C’est à la même époque qu’il fait ses débuts sur la scène comme comédien puis comme dramaturge. Très vite, il se forge son propre style, et son propre personnage, en créant des chansons et des pièces de théâtre, des sketches radiophoniques plus tard, où l’on retrouve sa marque de fabrique : vigueur de la critique sociale alliée à un humour dévastateur.
Pour les Libanais, et plus largement pour la jeunesse de la région, "Ziad" reste pour toujours associée aux années de la guerre civile libanaise. Quasi intouchable de par ses origines familiales, le jeune prodige est une icône de la gauche arabe, qui peut impunément afficher un total mépris de la classe politique de son pays et tourner en dérision les autorités morales et religieuses.

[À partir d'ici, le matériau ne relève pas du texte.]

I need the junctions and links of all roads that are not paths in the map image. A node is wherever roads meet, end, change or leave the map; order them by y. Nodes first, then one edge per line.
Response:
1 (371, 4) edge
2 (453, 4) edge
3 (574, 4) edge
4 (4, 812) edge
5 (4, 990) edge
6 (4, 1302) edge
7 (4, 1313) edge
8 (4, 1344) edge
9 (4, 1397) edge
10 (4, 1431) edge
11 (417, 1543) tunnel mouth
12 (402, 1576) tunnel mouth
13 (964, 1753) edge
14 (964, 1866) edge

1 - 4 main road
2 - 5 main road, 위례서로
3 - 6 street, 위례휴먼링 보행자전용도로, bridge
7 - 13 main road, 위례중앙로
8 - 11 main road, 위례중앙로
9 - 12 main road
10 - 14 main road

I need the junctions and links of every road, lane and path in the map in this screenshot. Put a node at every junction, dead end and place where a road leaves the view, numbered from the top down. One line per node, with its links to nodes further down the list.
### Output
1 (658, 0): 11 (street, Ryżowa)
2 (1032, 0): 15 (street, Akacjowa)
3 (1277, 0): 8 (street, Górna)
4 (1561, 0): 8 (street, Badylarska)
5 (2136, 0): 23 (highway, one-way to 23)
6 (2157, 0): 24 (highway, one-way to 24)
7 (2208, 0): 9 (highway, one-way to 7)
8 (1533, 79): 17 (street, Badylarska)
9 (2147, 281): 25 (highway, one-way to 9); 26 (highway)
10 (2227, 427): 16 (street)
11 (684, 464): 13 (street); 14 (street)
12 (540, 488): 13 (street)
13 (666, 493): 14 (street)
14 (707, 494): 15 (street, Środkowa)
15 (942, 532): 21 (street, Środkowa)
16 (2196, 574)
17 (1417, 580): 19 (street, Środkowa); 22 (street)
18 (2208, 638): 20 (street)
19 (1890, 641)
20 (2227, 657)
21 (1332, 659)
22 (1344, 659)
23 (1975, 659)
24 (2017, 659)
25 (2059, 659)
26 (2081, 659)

Au fil du temps, Ziad Rahbani délaisse progressivement la scène et les médias (même si la création du quotidien Al-Akhbar, il y a un peu plus de deux ans, lui a donné l’occasion de tenir, dans son style inimitable, une chronique régulière). De plus en plus, il se consacre à la musique, notamment dans un registre qu’il aura lui-même contribué à faire connaître sous une appellation qui ne le satisfait plus aujourd’hui, celle de l’Oriental jazz (voir ce précédent billet). Après avoir longtemps joué presque exclusivement dans des orchestres de taille relativement réduite, son grand bonheur semble désormais de se produire avec de très grandes formations, de type orchestre symphonique.
C’est donc à la tête d’un orchestre d’une cinquantaine de musiciens interprétant ses propres compositions que Ziad Rahbani se produit actuellement à Damas pour une série de concerts. La première rencontre avec le public damascène a eu lieu samedi 16 août sur une scène aménagée au pied de la citadelle, au cœur de la vieille ville, tout près des souks.
Deux heures avant le début du concert, il a fallu laisser entrer la foule venue en masse assister à un événement qui déjà fait date : Ziad Rahbani, après toutes les années de guerre civile et de présence militaire syrienne au Liban, invité par le régime syrien dans le cadre des festivités "Damas, capitale de la culture arabe" ! Les officiels ne sont pas encore arrivés mais, une heure avant le spectacle, le public est déjà au rendez-vous pour cette venue si longtemps rêvée. L’impatience est telle qu’un groupe entonne une chanson de Ziad Rahbani, bientôt reprise par tous les spectateurs. Une heure durant, ils chantent a capella les succès qui ont scandé les moments heureux et malheureux des trois dernières décennies.
Le spectacle commence. Deux morceaux musicaux avec "le maestro" au piano. Entrée des choristes pour le troisième. Au quatrième, Ziad Rahbani, emporté par l’atmosphère, entonne lui-même un de ses plus grands succès : Qu’est-ce que c’est que cette époque ? (شو الأيام). Délire dans la salle où l’on agite frénétiquement les photos de la vedette accompagnée des titres de ses chansons les plus célèbres, mais aussi des drapeaux rouges en hommage à celui qui fut un moment proche du Parti communiste libanais et qui n’a jamais renié ses convictions de gauche…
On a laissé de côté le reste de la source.